▶ [Instructions to follow]: Every entry is to be returned as it stands, apart from the pictures.

▶ [Data]:
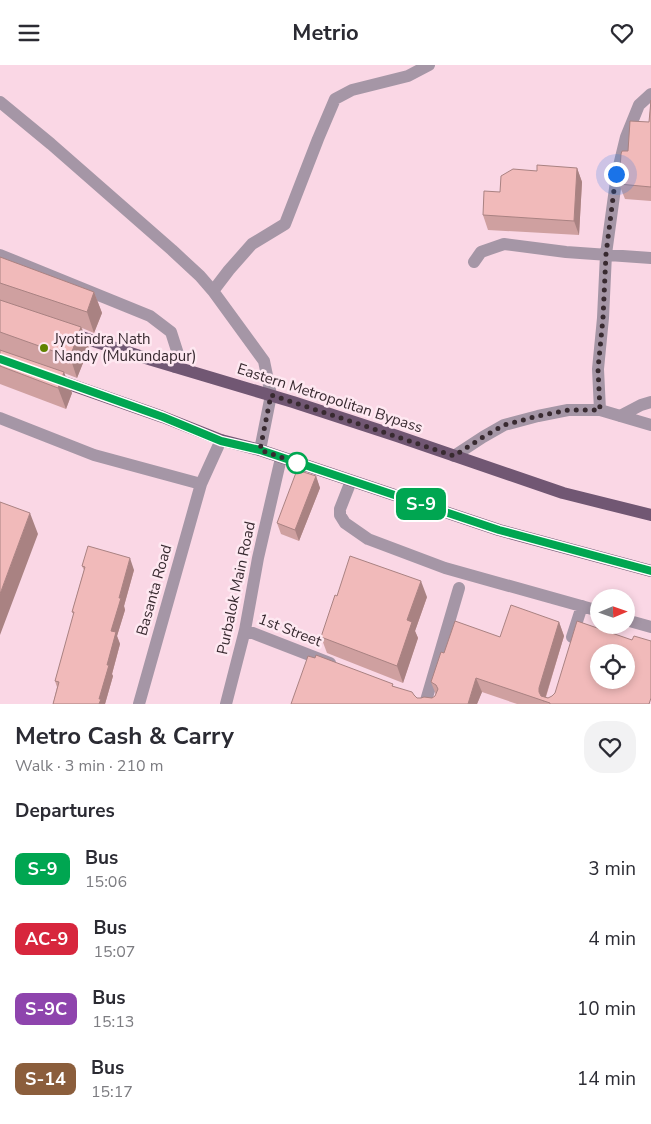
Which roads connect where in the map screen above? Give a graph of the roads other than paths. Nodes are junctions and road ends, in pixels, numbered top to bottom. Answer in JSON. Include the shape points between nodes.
{"nodes":[{"id":1,"x":429,"y":65,"type":"edge"},
{"id":2,"x":651,"y":94,"type":"edge"},
{"id":3,"x":0,"y":102,"type":"edge"},
{"id":4,"x":606,"y":254,"type":"junction"},
{"id":5,"x":0,"y":255,"type":"edge"},
{"id":6,"x":651,"y":258,"type":"edge"},
{"id":7,"x":474,"y":263,"type":"dead end"},
{"id":8,"x":213,"y":291,"type":"junction"},
{"id":9,"x":54,"y":328,"type":"edge"},
{"id":10,"x":175,"y":367,"type":"junction"},
{"id":11,"x":44,"y":375,"type":"edge"},
{"id":12,"x":271,"y":395,"type":"junction"},
{"id":13,"x":651,"y":402,"type":"edge"},
{"id":14,"x":600,"y":410,"type":"junction"},
{"id":15,"x":620,"y":416,"type":"junction"},
{"id":16,"x":0,"y":418,"type":"edge"},
{"id":17,"x":651,"y":425,"type":"edge"},
{"id":18,"x":221,"y":441,"type":"junction"},
{"id":19,"x":260,"y":450,"type":"junction"},
{"id":20,"x":454,"y":456,"type":"junction"},
{"id":21,"x":281,"y":457,"type":"junction"},
{"id":22,"x":351,"y":481,"type":"junction"},
{"id":23,"x":202,"y":484,"type":"junction"},
{"id":24,"x":651,"y":515,"type":"edge"},
{"id":25,"x":651,"y":571,"type":"edge"},
{"id":26,"x":459,"y":587,"type":"dead end"},
{"id":27,"x":582,"y":606,"type":"junction"},
{"id":28,"x":590,"y":608,"type":"edge"},
{"id":29,"x":635,"y":623,"type":"edge"},
{"id":30,"x":651,"y":627,"type":"edge"},
{"id":31,"x":244,"y":630,"type":"junction"},
{"id":32,"x":568,"y":651,"type":"edge"},
{"id":33,"x":345,"y":669,"type":"edge"},
{"id":34,"x":426,"y":702,"type":"edge"},
{"id":35,"x":138,"y":704,"type":"edge"},
{"id":36,"x":226,"y":704,"type":"edge"}],
"edges":[{"from":1,"to":8,"type":"street","via":[[408,76],[352,90],[335,99],[285,224],[252,244]]},
{"from":2,"to":4,"type":"street","via":[[639,105],[626,137],[616,174]]},
{"from":3,"to":8,"type":"street","via":[[172,250]]},
{"from":4,"to":6,"type":"street"},
{"from":4,"to":7,"type":"street","via":[[504,244],[481,252]]},
{"from":4,"to":14,"type":"street","via":[[598,369]]},
{"from":5,"to":10,"type":"street","via":[[150,316],[171,332],[179,357]]},
{"from":8,"to":12,"type":"street","via":[[264,361]]},
{"from":9,"to":10,"type":"main road","name":"Eastern Metropolitan Bypass"},
{"from":10,"to":12,"type":"main road","name":"Eastern Metropolitan Bypass"},
{"from":11,"to":18,"type":"main road"},
{"from":12,"to":19,"type":"street"},
{"from":12,"to":20,"type":"main road","name":"Eastern Metropolitan Bypass"},
{"from":13,"to":15,"type":"street"},
{"from":14,"to":15,"type":"street"},
{"from":14,"to":20,"type":"street","via":[[568,410],[504,425]]},
{"from":15,"to":17,"type":"street"},
{"from":16,"to":23,"type":"street","via":[[94,455]]},
{"from":18,"to":19,"type":"main road"},
{"from":18,"to":23,"type":"street","name":"Basanta Road"},
{"from":19,"to":21,"type":"main road"},
{"from":20,"to":24,"type":"main road","name":"Eastern Metropolitan Bypass","via":[[563,493]]},
{"from":21,"to":22,"type":"main road"},
{"from":21,"to":31,"type":"street","name":"Purbalok Main Road"},
{"from":22,"to":25,"type":"main road","via":[[499,530]]},
{"from":22,"to":27,"type":"street","via":[[340,515],[345,523],[368,539],[445,567]]},
{"from":23,"to":35,"type":"street","name":"Basanta Road"},
{"from":26,"to":34,"type":"street"},
{"from":27,"to":28,"type":"street"},
{"from":27,"to":32,"type":"street"},
{"from":29,"to":30,"type":"street"},
{"from":31,"to":33,"type":"street","name":"1st Street"},
{"from":31,"to":36,"type":"street","name":"Purbalok Main Road"}]}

▶ [Problem solution]:
Which roads connect where in the map screen above? Give a graph of the roads other than paths. Nodes are junctions and road ends, in pixels, numbered top to bottom. Answer in JSON. Include the shape points between nodes.
{"nodes":[{"id":1,"x":429,"y":65,"type":"edge"},
{"id":2,"x":651,"y":94,"type":"edge"},
{"id":3,"x":0,"y":102,"type":"edge"},
{"id":4,"x":606,"y":254,"type":"junction"},
{"id":5,"x":0,"y":255,"type":"edge"},
{"id":6,"x":651,"y":258,"type":"edge"},
{"id":7,"x":474,"y":263,"type":"dead end"},
{"id":8,"x":213,"y":291,"type":"junction"},
{"id":9,"x":54,"y":328,"type":"edge"},
{"id":10,"x":175,"y":367,"type":"junction"},
{"id":11,"x":44,"y":375,"type":"edge"},
{"id":12,"x":271,"y":395,"type":"junction"},
{"id":13,"x":651,"y":402,"type":"edge"},
{"id":14,"x":600,"y":410,"type":"junction"},
{"id":15,"x":620,"y":416,"type":"junction"},
{"id":16,"x":0,"y":418,"type":"edge"},
{"id":17,"x":651,"y":425,"type":"edge"},
{"id":18,"x":221,"y":441,"type":"junction"},
{"id":19,"x":260,"y":450,"type":"junction"},
{"id":20,"x":454,"y":456,"type":"junction"},
{"id":21,"x":281,"y":457,"type":"junction"},
{"id":22,"x":351,"y":481,"type":"junction"},
{"id":23,"x":202,"y":484,"type":"junction"},
{"id":24,"x":651,"y":515,"type":"edge"},
{"id":25,"x":651,"y":571,"type":"edge"},
{"id":26,"x":459,"y":587,"type":"dead end"},
{"id":27,"x":582,"y":606,"type":"junction"},
{"id":28,"x":590,"y":608,"type":"edge"},
{"id":29,"x":635,"y":623,"type":"edge"},
{"id":30,"x":651,"y":627,"type":"edge"},
{"id":31,"x":244,"y":630,"type":"junction"},
{"id":32,"x":568,"y":651,"type":"edge"},
{"id":33,"x":345,"y":669,"type":"edge"},
{"id":34,"x":426,"y":702,"type":"edge"},
{"id":35,"x":138,"y":704,"type":"edge"},
{"id":36,"x":226,"y":704,"type":"edge"}],
"edges":[{"from":1,"to":8,"type":"street","via":[[408,76],[352,90],[335,99],[285,224],[252,244]]},
{"from":2,"to":4,"type":"street","via":[[639,105],[626,137],[616,174]]},
{"from":3,"to":8,"type":"street","via":[[172,250]]},
{"from":4,"to":6,"type":"street"},
{"from":4,"to":7,"type":"street","via":[[504,244],[481,252]]},
{"from":4,"to":14,"type":"street","via":[[598,369]]},
{"from":5,"to":10,"type":"street","via":[[150,316],[171,332],[179,357]]},
{"from":8,"to":12,"type":"street","via":[[264,361]]},
{"from":9,"to":10,"type":"main road","name":"Eastern Metropolitan Bypass"},
{"from":10,"to":12,"type":"main road","name":"Eastern Metropolitan Bypass"},
{"from":11,"to":18,"type":"main road"},
{"from":12,"to":19,"type":"street"},
{"from":12,"to":20,"type":"main road","name":"Eastern Metropolitan Bypass"},
{"from":13,"to":15,"type":"street"},
{"from":14,"to":15,"type":"street"},
{"from":14,"to":20,"type":"street","via":[[568,410],[504,425]]},
{"from":15,"to":17,"type":"street"},
{"from":16,"to":23,"type":"street","via":[[94,455]]},
{"from":18,"to":19,"type":"main road"},
{"from":18,"to":23,"type":"street","name":"Basanta Road"},
{"from":19,"to":21,"type":"main road"},
{"from":20,"to":24,"type":"main road","name":"Eastern Metropolitan Bypass","via":[[563,493]]},
{"from":21,"to":22,"type":"main road"},
{"from":21,"to":31,"type":"street","name":"Purbalok Main Road"},
{"from":22,"to":25,"type":"main road","via":[[499,530]]},
{"from":22,"to":27,"type":"street","via":[[340,515],[345,523],[368,539],[445,567]]},
{"from":23,"to":35,"type":"street","name":"Basanta Road"},
{"from":26,"to":34,"type":"street"},
{"from":27,"to":28,"type":"street"},
{"from":27,"to":32,"type":"street"},
{"from":29,"to":30,"type":"street"},
{"from":31,"to":33,"type":"street","name":"1st Street"},
{"from":31,"to":36,"type":"street","name":"Purbalok Main Road"}]}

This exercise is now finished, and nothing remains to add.